Thou wilt object--why have I not ere this Sought out the sage himself, the Nazarene Who wrought this cure, inquiring at the source, Conferring with the frankness that befits? Alas! it grieveth me, the learned leech Perished in a tumult many years ago, Accused,--our learning's fate,--of wizardry, Rebellion, to the setting up a rule And creed prodigious as described to me. His death, which happened when the earthquake fell (Prefiguring, as soon appeared, the loss To occult learning in our lord the sage Who lived there in the pyramid alone) Was wrought by the mad people--that's their wont! On vain recourse, as I conjecture it, To his tried virtue, for miraculous help-- How could he stop the earthquake? That's their way! The other imputations must be lies: But take one, though I loathe to give it thee, In mere respect for any good man's fame. (And after all, our patient Lazarus Is stark mad; should we count on what he says? Perhaps not: though in writing to a leech 'Tis well to keep back nothing of a case.) This man so cured regards the curer, then As--God forgive me! who but God himself, Creator and sustainer of the world, That came and dwelt in flesh on 't awhile! --'Sayeth that such an one was born and lived, Taught, healed the sick, broke bread at his own house, Then died, with Lazarus by, for aught I know, And yet was . . . what I said nor choose repeat, And must have so avouched himself, in fact, In hearing of this very Lazarus Who saith--but why all this of what he saith? Why write of trivial matters, things of price Calling at every moment for remark? I noticed on the margin of a pool Blue-flowering borage, the Aleppo sort, Aboundeth, very nitrous. It is strange!
Thy pardon for this long and tedious case, Which, now that I review it, needs must seem Unduly dwelt on, prolixly set forth! Nor I myself discern in what is writ Good cause for the peculiar interest And awe indeed this man has touched me with. Perhaps the journey's end, the weariness Had wrought upon me first. I met him thus: I crossed a ridge of short sharp broken hills Like an old lion's cheek teeth. Out there came A moon made like a face with certain spots Multiform, manifold, and menacing: Then a wind rose behind me. So we met In this old sleepy town at unaware, The man and I. I send thee what is writ. Regard it as a chance, a matter risked To this ambiguous Syrian--he may lose, Or steal, or give it thee with equal good.

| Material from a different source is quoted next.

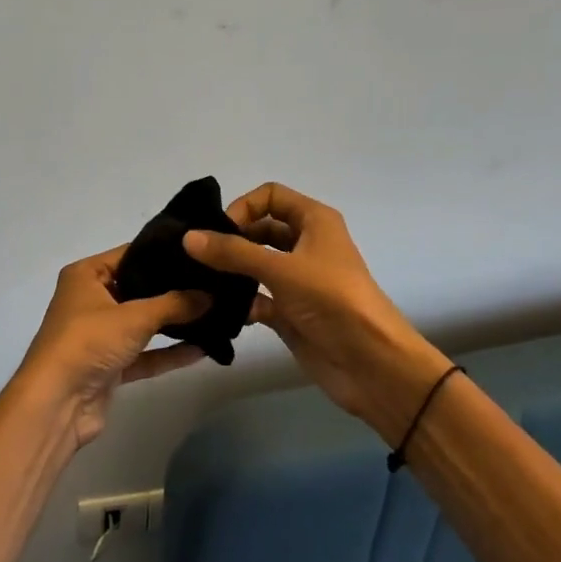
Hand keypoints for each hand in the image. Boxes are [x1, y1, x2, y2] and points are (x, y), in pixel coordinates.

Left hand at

Jerusalem's repose shall make amends For time this letter wastes, thy time and mine; Till when, once more thy pardon and farewell!

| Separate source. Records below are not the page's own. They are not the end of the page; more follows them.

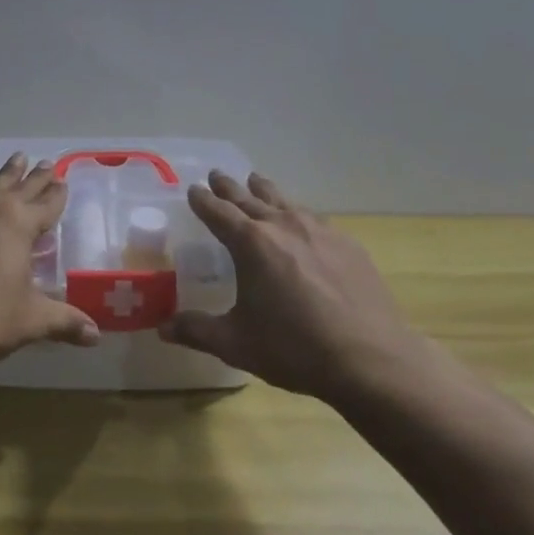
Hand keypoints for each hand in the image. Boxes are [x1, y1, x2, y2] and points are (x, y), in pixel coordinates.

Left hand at [0, 155, 100, 368]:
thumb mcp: (30, 321)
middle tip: (46, 163)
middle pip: (20, 188)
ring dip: (4, 175)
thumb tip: (96, 335)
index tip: (63, 181)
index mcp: (20, 225)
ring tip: (16, 158)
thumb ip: (65, 322)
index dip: (57, 195)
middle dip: (35, 178)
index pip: (47, 205)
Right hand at [161, 171, 439, 401]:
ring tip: (256, 182)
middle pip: (250, 198)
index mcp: (251, 243)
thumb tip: (162, 327)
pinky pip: (314, 218)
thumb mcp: (236, 343)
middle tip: (217, 175)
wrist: (371, 358)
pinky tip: (302, 221)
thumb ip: (196, 331)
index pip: (219, 212)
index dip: (203, 200)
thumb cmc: (294, 348)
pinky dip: (297, 213)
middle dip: (230, 187)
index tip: (193, 189)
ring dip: (265, 191)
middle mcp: (283, 226)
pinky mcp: (347, 245)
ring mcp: (320, 231)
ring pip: (285, 201)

The very God! think, Abib; dost thou think? So, the All-Great, were the All-Loving too-- So, through the thunder comes a human voice Saying, "O heart I made, a heart beats here! Face, my hands fashioned, see it in myself! Thou hast no power nor mayst conceive of mine, But love I gave thee, with myself to love, And thou must love me who have died for thee!" The madman saith He said so: it is strange.